Toutefois, la conversation animée suffit à faire oublier l'agitation de ces derniers jours et le long voyage.

Curieusement, Alice n'avait jusqu'alors jamais imaginé une famille à Henry Delhumeau. L'homme semblait sortir d'une grotte où étaient exploités les actes héroïques d'un personnage de la mythologie. Il lui paraissait presque incongru de l'imaginer avec père, mère et une fratrie, plus encore étendu de neveux et nièces en si grand nombre et qui l'avaient accaparés durant tout le repas de leurs questions. A son grand étonnement, Henry fit montre d'une vocation filiale insoupçonnée. Aux interrogations, il répondait avec forts détails et moult petits mots que les enfants prenaient comme plaisanteries obscures. Mais il se montrait avenant, détaché de l'exécrable Henry Delhumeau de Londres. Le français était au contraire aimable, drôle et pince sans rire, attentif à chacun d'entre eux. Janus n'aurait pu avoir meilleur personnification.

Elle surprit plusieurs fois son regard se poser sur elle et Doraleen, comme s'assurant qu'elles tairaient l'existence de cet indélicat personnage jusqu'à omettre ce dont elles étaient témoins au quotidien.
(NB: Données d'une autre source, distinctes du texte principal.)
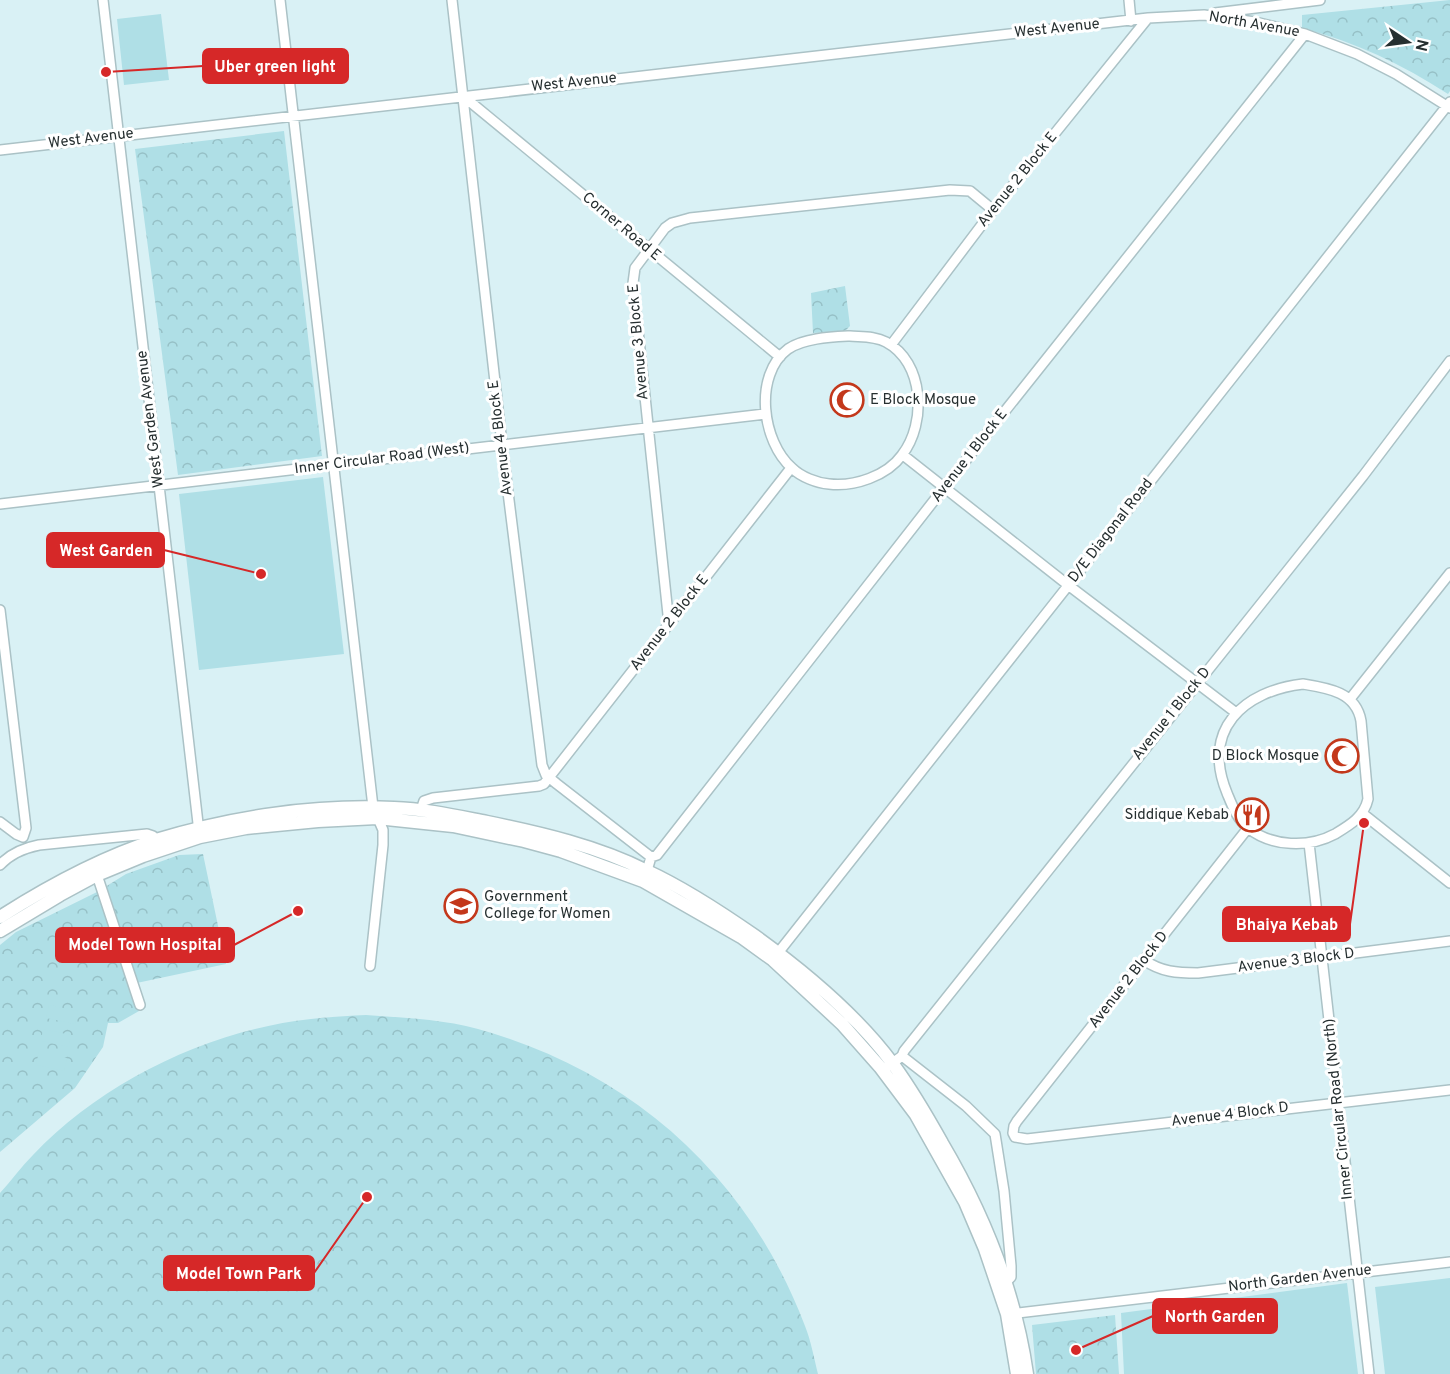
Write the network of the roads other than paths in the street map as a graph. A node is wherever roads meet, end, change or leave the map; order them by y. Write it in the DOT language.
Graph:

Passé cette curiosité et les enfants enfin amenés à aller se coucher, Alice s'intéressa plus avidement à Petula Delhumeau qui monopolisa l'attention de ses invités. La gironde femme se montrait vivement gaie, indisciplinée, et menteuse.

A ce stade, Alice analysa le personnage avec grande considération, tant cela tenait de la pathologie. Et il n'était pas nécessaire de chercher d'où Henry pouvait tenir ses mauvaises manies avec les faits. La mère était une corne d'abondance dans ce domaine, parlant de tout et de rien, triturant le passé, faisant de lui un flagrant livre noirci d'événements rocambolesques dans lequel elle aimait plonger. Ainsi, Alice découvrit que Petula était vraisemblablement née à Londres où elle revint à l'aube de ses quinze ans. Or, elle se souvenait qu'à leur arrivée, madame Delhumeau avait évoqué son ignorance de la capitale de l'Empire britannique. Un mensonge parmi d'autres ou bien l'imbroglio d'un esprit perturbé par l'âge ?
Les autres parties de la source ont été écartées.